Concerned over companies keeping under wraps their bad credit ratings and publicising only the favourable ones, market watchdog Sebi is mulling over ways to curb this 'rating shopping' menace.

Sebi is considering making it mandatory for credit rating agencies (CRAs) to make public even those ratings that are not acceptable to the companies getting rated, sources close to the development said.

At the same time, the CRAs, who are paid by the companies themselves for assigning them a rating, may be asked to put in place clear and effective 'Chinese Walls' between their analytical and business development teams, sources said.

Other steps being considered include, allowing CRAs to offer unsolicited ratings, asking the companies to get themselves or their securities rated from two or more competing agencies, and enhancing disclosure on relationships between CRAs and clients.

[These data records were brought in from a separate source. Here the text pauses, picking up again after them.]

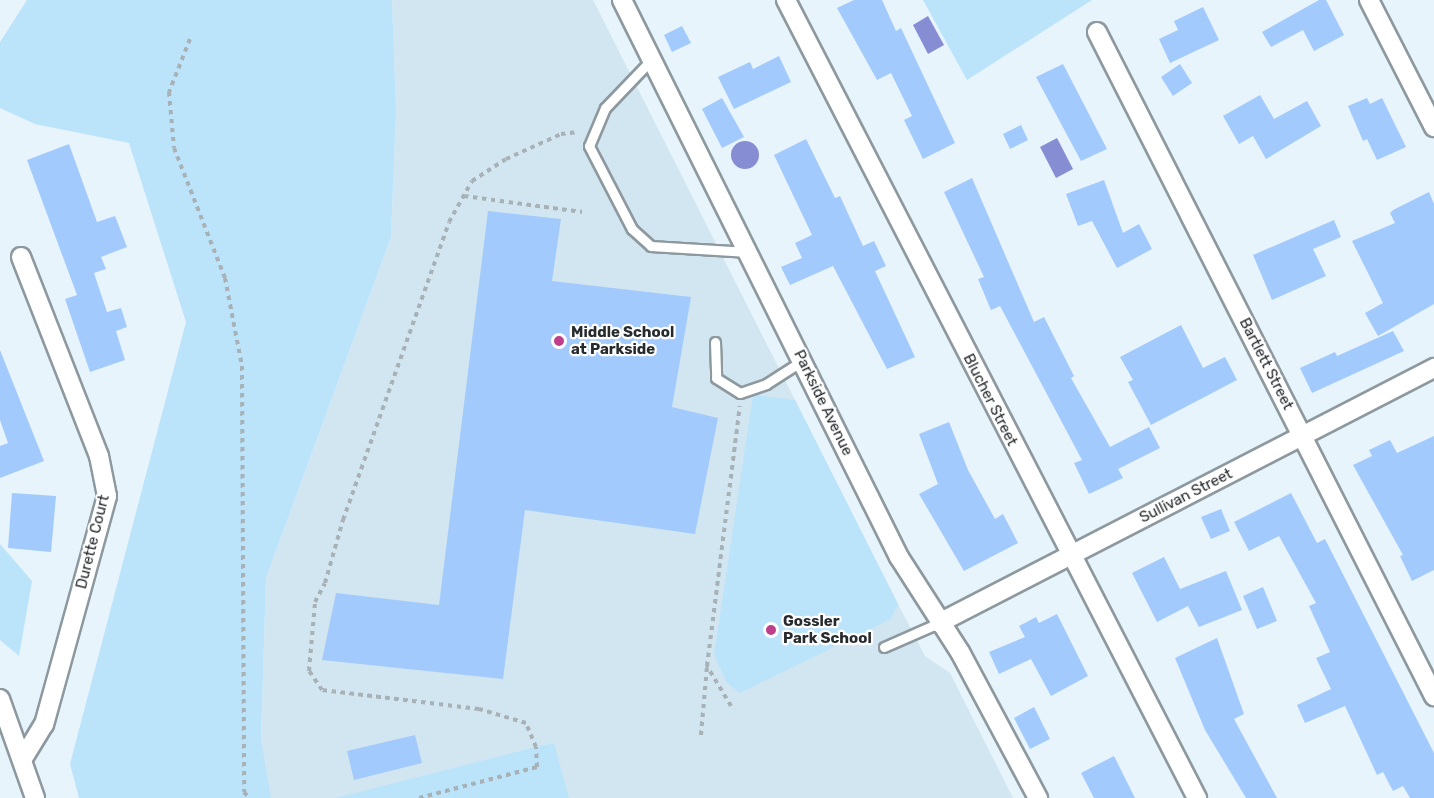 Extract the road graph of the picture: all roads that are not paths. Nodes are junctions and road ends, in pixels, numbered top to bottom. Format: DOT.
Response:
graph roads {
  1 [pos="622,0"];
  2 [pos="786,0"];
  3 [pos="1370,0"];
  4 [pos="1097,32"];
  5 [pos="652,59"];
  6 [pos="1434,127"];
  7 [pos="748,252"];
  8 [pos="21,257"];
  9 [pos="715,342"];
  10 [pos="802,361"];
  11 [pos="1434,368"];
  12 [pos="1303,437"];
  13 [pos="1070,556"];
  14 [pos="939,623"];
  15 [pos="884,647"];
  16 [pos="1434,696"];
  17 [pos="0,699"];
  18 [pos="22,760"];
  19 [pos="35,798"];
  20 [pos="1038,798"];
  21 [pos="1197,798"];
  1 -- 5 [label="street, Parkside Avenue"];
  2 -- 13 [label="street, Blucher Street"];
  3 -- 6 [label="street"];
  4 -- 12 [label="street, Bartlett Street"];
  5 -- 7 [label="street, Parkside Avenue"];
  5 -- 7 [label="lane"];
  7 -- 10 [label="street, Parkside Avenue"];
  8 -- 18 [label="street, Durette Court"];
  9 -- 10 [label="lane"];
  10 -- 14 [label="street, Parkside Avenue"];
  11 -- 12 [label="street, Sullivan Street"];
  12 -- 13 [label="street, Sullivan Street"];
  12 -- 16 [label="street, Bartlett Street"];
  13 -- 14 [label="street, Sullivan Street"];
  13 -- 21 [label="street, Blucher Street"];
  14 -- 15 [label="lane"];
  14 -- 20 [label="street, Parkside Avenue"];
  17 -- 18 [label="street"];
  18 -- 19 [label="street"];
}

However, CRAs would have to make it clear to investors whether the ratings were rejected by the companies and/or were unsolicited, sources said.
    
CRAs are organisations that rate creditworthiness of companies or their debt instruments after conducting due-diligence of their financial accounts.
    
The current regulations in India give companies an option to accept or reject a rating assigned by CRAs, which in turn disseminate only the accepted ratings. If a rating is not accepted, CRAs keep it confidential.
    
However, a panel constituted by Sebi for revising the regulations governing CRAs found that the current practice might be leading into 'rating shopping' by many companies.
    
It discovered that companies which don't get a favourable rating from a CRA approach their rivals seeking more positive assessment.
    
Subsequently, the panel suggested that Sebi could make it mandatory for CRAs to disseminate all ratings issued by it, regardless of their acceptance or rejection by their clients.
    
Sources said however that mandatory publication of rejected ratings might not be immediate but should be done within a year of the rating.
    
In the past, concerns have been raised that mandatory disclosure of all ratings could lead to the companies avoiding CRAs with uncompromising reputation.
    
However, it was felt that compulsory dissemination of unaccepted ratings would protect investors and help conscientious CRAs gain in the long run, as market would eventually reject the CRAs compromising on quality.

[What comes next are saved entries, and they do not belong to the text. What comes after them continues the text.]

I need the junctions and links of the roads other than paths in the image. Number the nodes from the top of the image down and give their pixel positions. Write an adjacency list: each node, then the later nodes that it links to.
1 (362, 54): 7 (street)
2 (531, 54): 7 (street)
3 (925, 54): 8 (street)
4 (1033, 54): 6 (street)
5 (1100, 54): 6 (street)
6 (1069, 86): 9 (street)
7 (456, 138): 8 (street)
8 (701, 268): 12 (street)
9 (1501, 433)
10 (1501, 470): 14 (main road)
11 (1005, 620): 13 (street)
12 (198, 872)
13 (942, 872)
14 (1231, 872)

Sources said that Sebi might also ask the CRAs to completely separate their analytical and business development teams -- the two divisions which are engaged in assigning ratings and getting clients, respectively.    

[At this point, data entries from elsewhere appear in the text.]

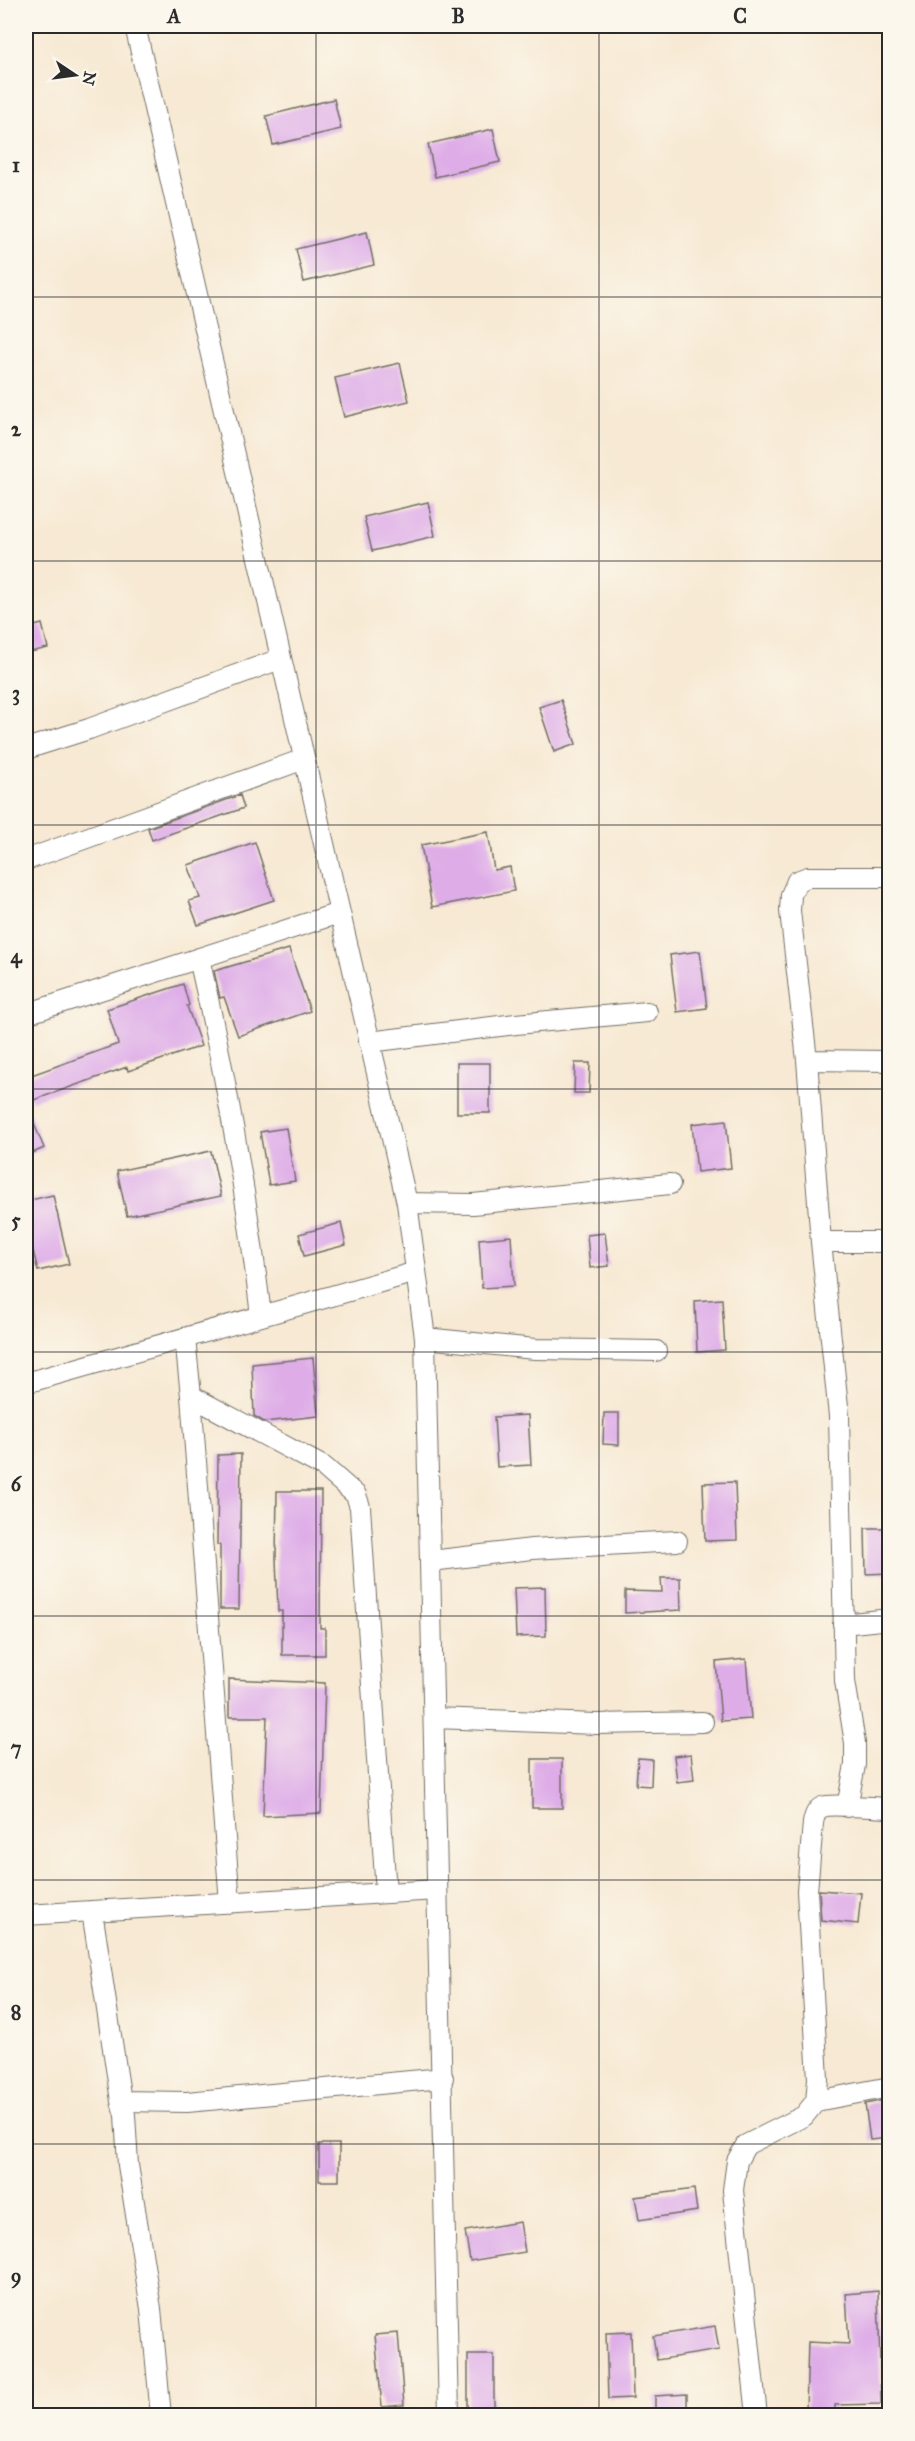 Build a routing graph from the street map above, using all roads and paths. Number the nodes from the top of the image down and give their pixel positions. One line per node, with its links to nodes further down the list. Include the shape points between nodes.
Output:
1 (135, 26): 2 (street)
2 (280, 659): 3 (street); 4 (street)
3 (26, 749)
4 (303, 759): 5 (street); 7 (street)
5 (26, 860)
6 (890, 876): 12 (street, via 808,877 797,881 790,911)
7 (339, 913): 8 (street); 11 (street)
8 (199, 958): 10 (street); 19 (street, via 222,1058 246,1194)
9 (647, 1012): 11 (street)
10 (26, 1014)
11 (369, 1042): 15 (street)
12 (807, 1060): 13 (street); 16 (street)
13 (890, 1061)
14 (669, 1184): 15 (street, via 473,1204)
15 (407, 1203): 18 (street)
16 (821, 1242): 17 (street); 28 (street, via 839,1416)
17 (890, 1242)
18 (416, 1272): 19 (street); 21 (street)
19 (261, 1316): 20 (street)
20 (185, 1338): 23 (street); 24 (street)
21 (425, 1338): 22 (street, via 535,1349); 26 (street)
22 (656, 1351)
23 (26, 1383)
24 (191, 1396): 34 (street, via 324,1467 356,1495 360,1507); 35 (street)
25 (677, 1541): 26 (street, via 532,1549)
26 (431, 1562): 29 (street)
27 (890, 1619): 28 (street)
28 (843, 1624): 31 (street, via 845,1681 855,1743)
29 (434, 1718): 30 (street, via 596,1724); 33 (street)
30 (703, 1722)
31 (847, 1807): 32 (street); 41 (street, via 822,1807 813,1823 807,1891)
32 (890, 1808)
33 (436, 1890): 34 (street); 38 (street)
34 (386, 1893): 35 (street)
35 (230, 1903): 36 (street)
36 (92, 1911): 37 (street); 40 (street)
37 (26, 1915)
38 (443, 2078): 40 (street, via 187,2102); 43 (street)
39 (890, 2087): 41 (street)
40 (121, 2101): 42 (street, via 152,2308)
41 (816, 2101): 44 (street, via 804,2116 746,2145 737,2161 734,2190)
42 (161, 2415)
43 (449, 2415)
44 (757, 2415)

Rating agencies globally follow an 'issuer-pays' rating model, despite it having a structural conflict of interest, as the entity being rated itself pays for the exercise.
    
In order to help investors know the relationship between the rating agency and the rated company, Sebi is considering tightening the disclosure norms for the CRAs.
    
Regulators in the US and Europe have recently cracked whip on 'rating shopping', as the failure of over-rated financial institutions and securities is believed to be a key reasons for the recent global financial meltdown, from which the world economy is yet to recover fully.
    
The US regulator Securities and Exchange Commission (SEC) recently decided to amend its rules for better oversight of CRAs and to improve the quality of credit ratings.
   
To curb the menace of 'rating shopping' the SEC has also allowed competing credit rating agencies to offer unsolicited ratings, by granting them access to the necessary information for the underlying information.